RELATED: Infographic on pros and cons of cat water and food bowls plus a discussion on whisker stress

In the wild for the domestic cat’s wild cat ancestor

What happens in the wild? The ancestor of the domestic cat would get most of their water from prey animals as animals are around 70% water. They’d drink from a stream when available which would probably be a distance from their killed prey animal. This would occur naturally for geographic reasons and not for cross-contamination reasons.

Food scent puts them off?

The top Google search result on this topic at the date of this post is the ‘Americat Company’. They say that “Cats also do not enjoy the scent of food while drinking water. In addition, they are turned off by food particles in their water.” Is that correct? I have never heard of cats being put off drinking water because of the scent of food nearby. It does not sound correct to me. And food particles in water also puts them off drinking? Does that sound right to you? For a start how do food particles get from the food bowl to the water bowl? Fly in the air?

The way that some food particles may be transferred from food bowl to water bowl is via the mouth of the cat as they drink after eating and this is not dependent on the bowls being far apart. Also, I don’t believe that cats are concerned about the odd food particle in their water. They sink to the bottom of the bowl if they’re there and be of no concern. Both these reasons are spurious at best.


On a personal level, my cat’s water bowl is next to his dry food bowl and I have never noticed a problem with this positioning. I don’t believe that food and water bowls need to far apart. Yes, food and water needs to be distanced from the litter tray for obvious reasons and both should be in relatively quiet, protected places to mimic wild cat behavior. Always return to wild cat behavior to understand domestic cats.

Bowl type more important

Perhaps the more important issue with encouraging cats to drink adequately (as we see it) is the type of bowl used. There are some good reasons to suggest that it is worth trying a clear glass bowl instead of the usual opaque type if you feel your cat does not drink enough. I’ve seen cats drink from glasses and enjoy the challenge. Clear glass may better replicate the wild cat experience of drinking from a stream.

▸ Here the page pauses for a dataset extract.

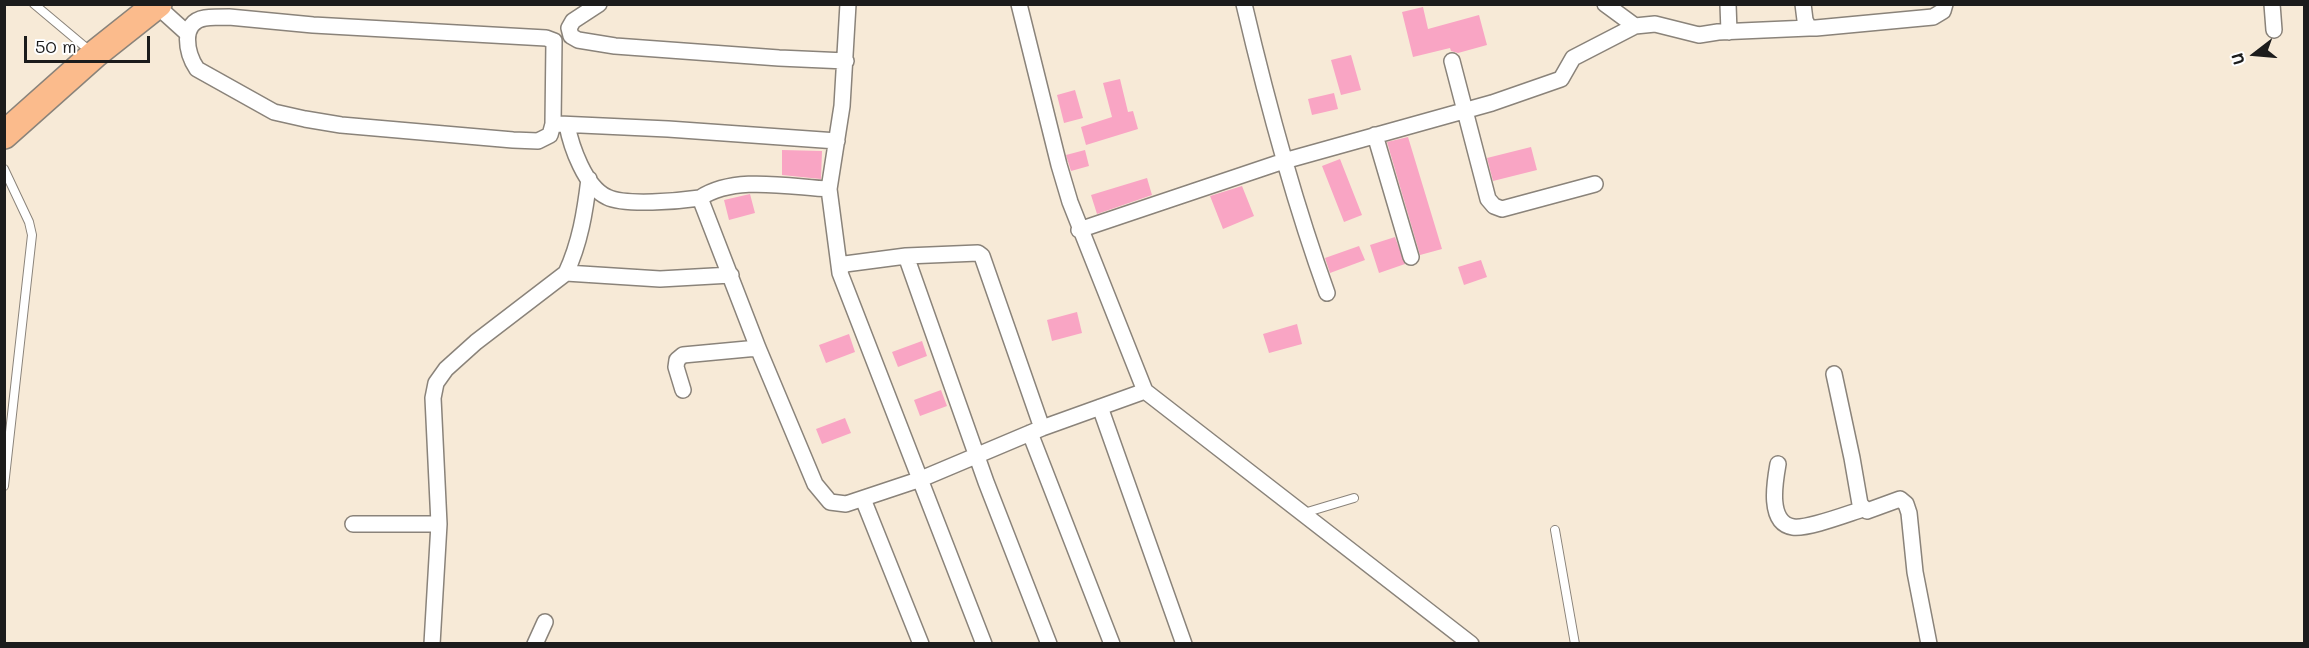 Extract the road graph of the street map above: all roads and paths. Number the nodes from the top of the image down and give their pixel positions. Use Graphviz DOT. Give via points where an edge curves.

And putting the glass bowl in an out-of-the way place may also encourage drinking as that too would make it more natural. But the reasons are not those stated by the others but because it is more natural.

Perceptions and dry food versus wet

One final point: we might have the perception that our cat does not drink enough water but for the cat it is enough provided they are eating wet cat food which is 80% water. Their wild cat heritage sees to that. The problem is dry cat food which is unnaturally dry. Cats don’t compensate by drinking more water as they are programmed to get a lot of their water from their food. Dry cat food runs counter to the domestic cat’s instincts.

The fix is to prioritise wet cat food with some dry for night grazing. Providing wet food will increase a cat’s water consumption automatically.

Useful tag. Click to see the articles: Cat behavior

Note: sources for news articles are carefully selected but the news is often not independently verified.

Michael Broad

Hi, I'm a 74-year-old retired solicitor (attorney in the US). Before qualifying I worked in many jobs including professional photography. I love nature, cats and all animals. I am concerned about their welfare. If you want to read more click here.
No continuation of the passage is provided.